Ride the Lightning

Cybersecurity and Future of Law Practice Blog
by Sharon D. Nelson Esq., President of Sensei Enterprises, Inc.

ACLU Sues Obama Over Collection of Phone Records

June 12, 2013

The New York Times reported that the American Civil Liberties Union sued the Obama administration yesterday over its “dragnet” collection of logs of domestic phone calls, alleging that the program is illegal and asking a judge to order the collection stopped and records purged. It seems likely to me that this case will wend its way to the Supreme Court.

The complaint alleges that the program “gives the government a comprehensive record of our associations and public movements, revealing a wealth of detail about our familial, political, professional, religious and intimate associations,” adding that it “is likely to have a chilling effect on whistle-blowers and others who would otherwise contact” the ACLU for legal assistance.

In previous lawsuits that bear some similarity, the government has successfully argued that the courts should dismiss the suits without ruling on the merits because the litigation would reveal state secrets or that plaintiffs could not prove they were personally affected and thus lacked standing.

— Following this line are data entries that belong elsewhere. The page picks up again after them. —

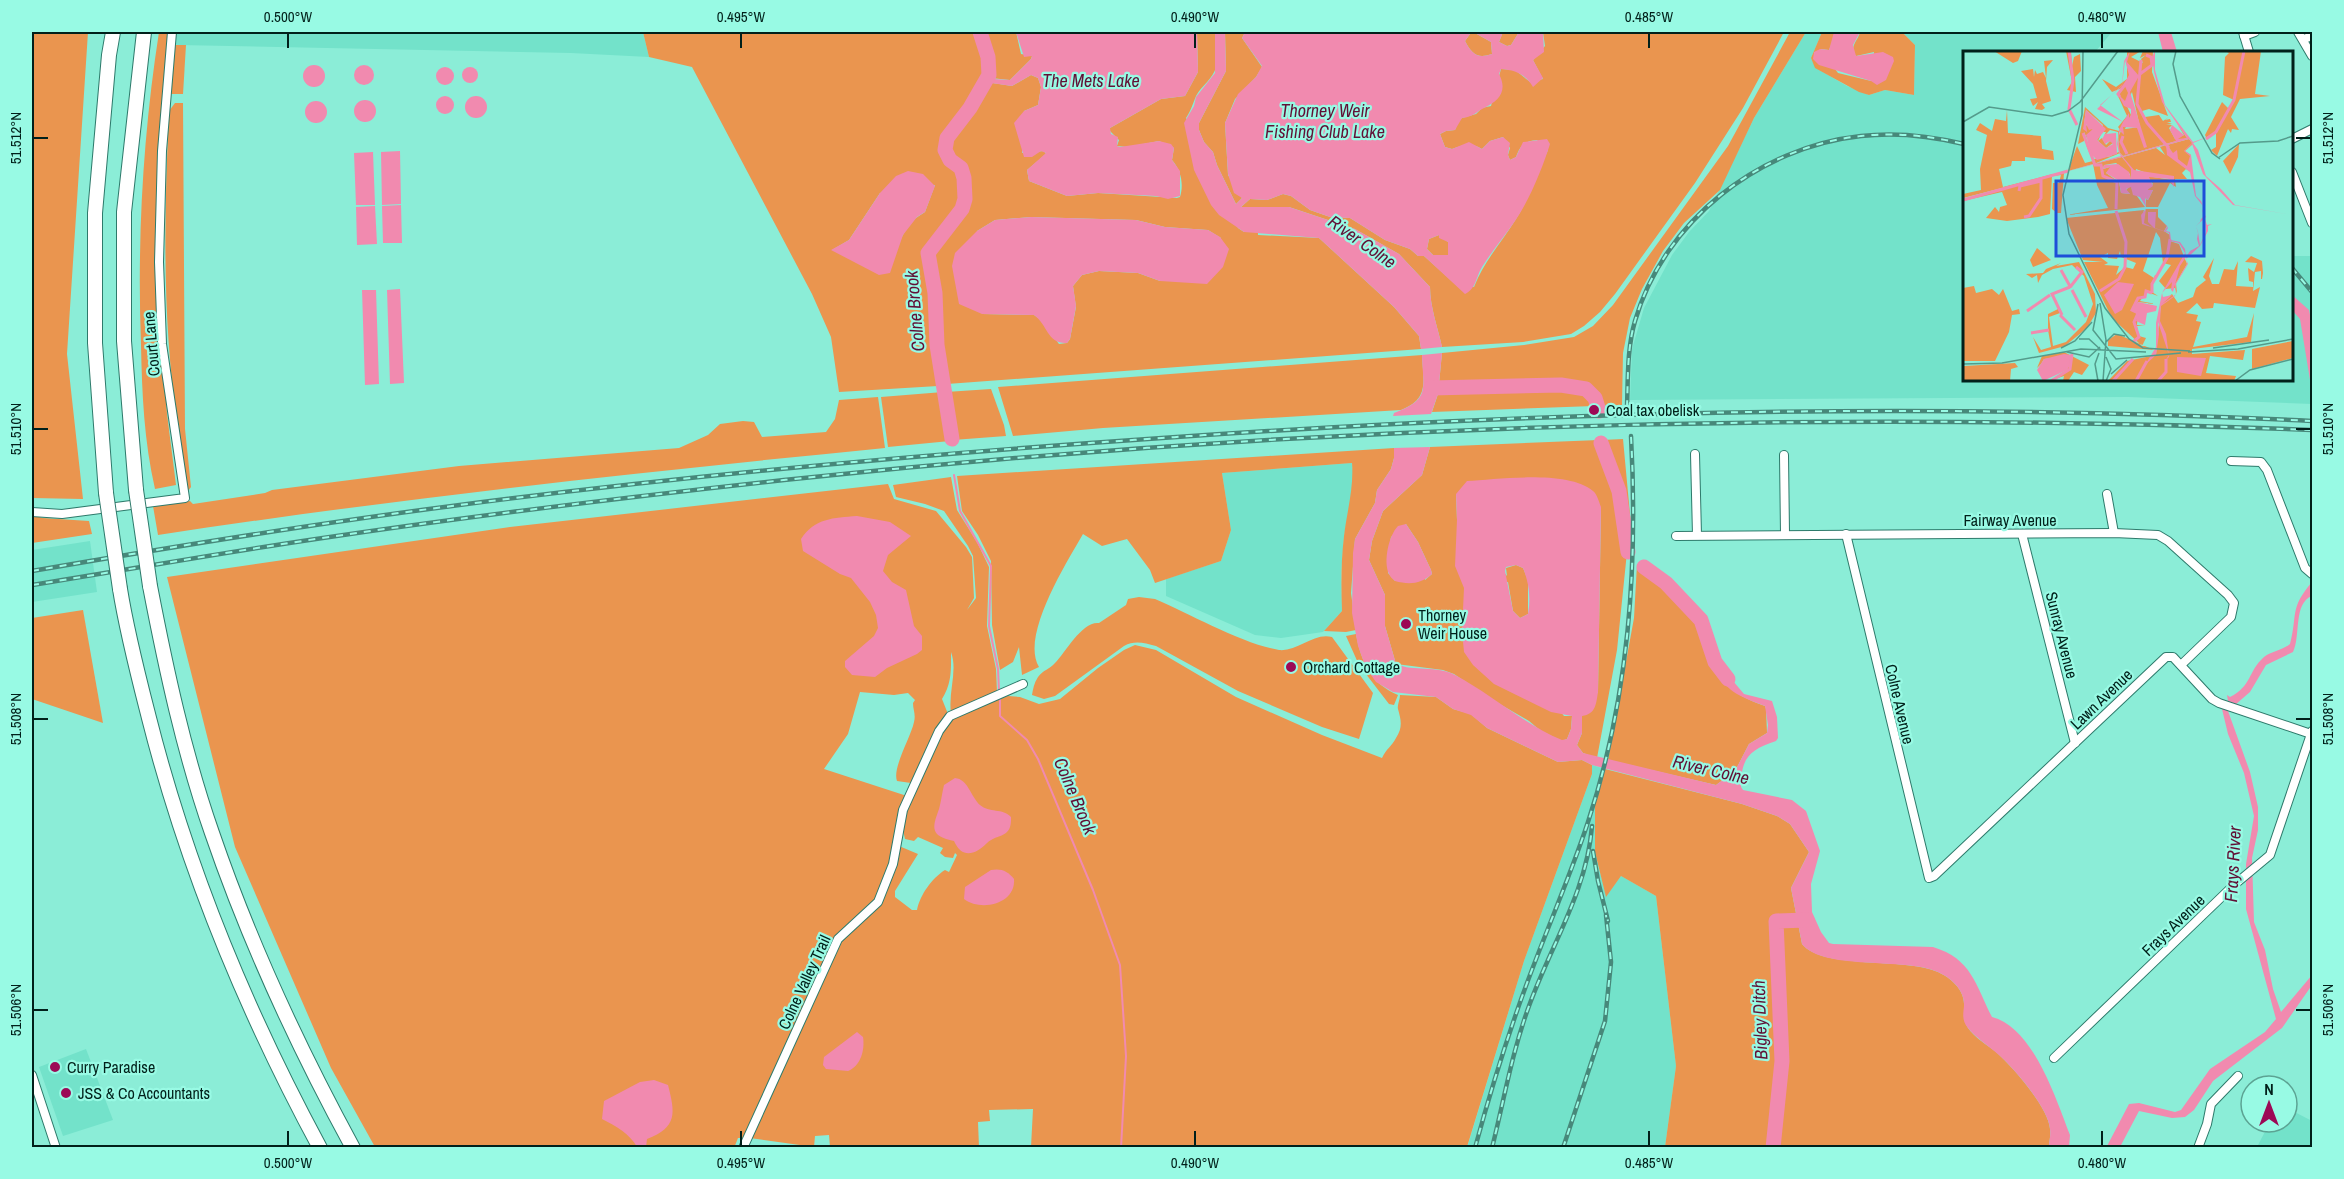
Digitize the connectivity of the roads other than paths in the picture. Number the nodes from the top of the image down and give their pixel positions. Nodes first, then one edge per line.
1 (113, 32) edge
2 (144, 32) edge
3 (172, 32) edge
4 (2255, 32) edge
5 (2298, 32) edge
6 (2244, 34) edge
7 (2313, 36) edge
8 (2304, 39) junction
9 (2249, 51) edge
10 (2313, 56) edge
11 (2313, 129) edge
12 (2293, 139) edge
13 (2293, 174) edge
14 (2313, 223) edge
15 (1695, 454) dead end
16 (1784, 455) dead end
17 (2231, 461) dead end
18 (2107, 494) dead end
19 (32, 512) edge
20 (2114, 533) junction
21 (1785, 534) junction
22 (1846, 534) junction
23 (2022, 534) junction
24 (1697, 535) junction
25 (1676, 536) dead end
26 (2313, 574) edge
27 (2181, 665) junction
28 (1023, 684) dead end
29 (2312, 732) edge
30 (2075, 743) junction
31 (1930, 878) joint
32 (2054, 1058) dead end
33 (32, 1075) edge
34 (2238, 1076) dead end
35 (56, 1148) edge
36 (320, 1148) edge
37 (353, 1148) edge
38 (742, 1148) edge
39 (2198, 1148) edge

1 - 36 highway, bridge
2 - 37 highway, bridge
3 - 19 street, Court Lane
4 - 6 street
5 - 8 street
6 - 9 street
7 - 8 street
8 - 10 street
11 - 12 street
13 - 14 street
15 - 24 street
16 - 21 street
17 - 26 street
18 - 20 street
20 - 23 street, Fairway Avenue
20 - 27 street, Fairway Avenue
21 - 22 street, Fairway Avenue
21 - 24 street, Fairway Avenue
22 - 23 street, Fairway Avenue
22 - 31 street, Colne Avenue
23 - 30 street, Sunray Avenue
24 - 25 street, Fairway Avenue
27 - 29 street
27 - 30 street, Lawn Avenue
28 - 38 street, Colne Valley Trail
29 - 32 street, Frays Avenue
30 - 31 street, Lawn Avenue
33 - 35 street
34 - 39 street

But this is a horse of a different color. For one thing, the government has now declassified the existence of the program. And the ACLU is a Verizon customer, Verizon having received a secret court order for all domestic calling records – that is said to provide standing.

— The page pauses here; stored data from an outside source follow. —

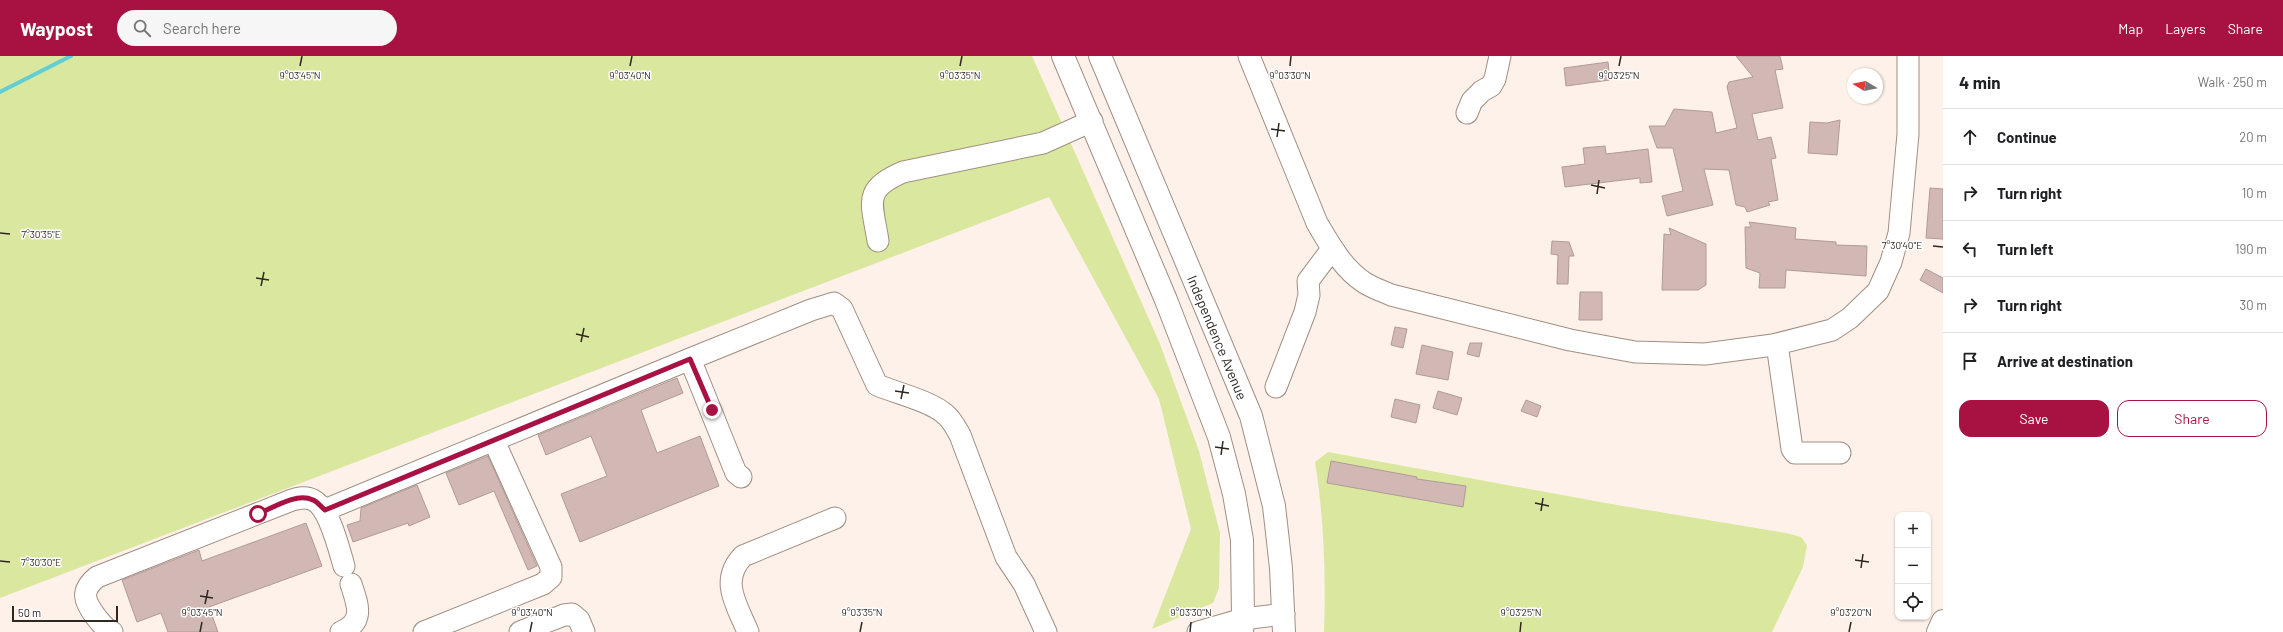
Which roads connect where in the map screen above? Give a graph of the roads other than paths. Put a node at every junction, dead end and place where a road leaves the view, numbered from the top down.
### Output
1 (1063, 56) edge
2 (1100, 56) edge
3 (1249, 56) edge
4 (1500, 56) edge
5 (1908, 56) edge
6 (1467, 113) dead end
7 (1092, 121) junction
8 (878, 241) dead end
9 (1332, 249) junction
10 (1777, 344) junction
11 (690, 359) junction
12 (1276, 387) dead end
13 (494, 441) junction
14 (1840, 453) dead end
15 (741, 477) dead end
16 (325, 510) junction
17 (835, 518) dead end
18 (1943, 621) edge
19 (1284, 623) edge
20 (1242, 626) edge
21 (112, 632) edge
22 (341, 632) edge
23 (424, 632) edge
24 (520, 632) edge
25 (584, 632) edge
26 (748, 632) edge
27 (1046, 632) edge
28 (1198, 632) edge
29 (1938, 632) edge

1 - 7 main road
2 - 19 main road, Independence Avenue
3 - 9 street
4 - 6 street
5 - 10 street
7 - 8 street
7 - 20 main road
9 - 10 street
9 - 12 street
10 - 14 street
11 - 13 street
11 - 15 street
11 - 27 street
13 - 16 street
13 - 23 street
16 - 21 street
16 - 22 street
17 - 26 street
18 - 29 main road
19 - 20 street
20 - 28 street
24 - 25 street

The call logging program keeps a record of “metadata” from domestic phone calls, including which numbers were dialed and received, from which location, and the time and duration.      

Even one of the authors of the Patriot Act, Representative F. James Sensenbrenner Jr. has said, "I authored the Patriot Act, and this is an abuse of that law.”      

Over the weekend, James R. Clapper Jr., the director of national intelligence, said that officials may access the database only if they can meet a legal justification — “reasonable suspicion, based on specific facts, that the particular basis for the query is associated with a foreign terrorist organization.” Queries are audited under the oversight of the national security court. The government's argument is that people’s privacy is not invaded by having their records collected, but only when a human examines them.

I don't buy it. We can no longer pick up a phone without a record of that call accessible to the federal government. Moreover, as the article points out, history has shown that new government powers granted for one purpose often end up applied to others. Treacherous waters for the Fourth Amendment – I hope the courts will act to revive our rights under that Amendment.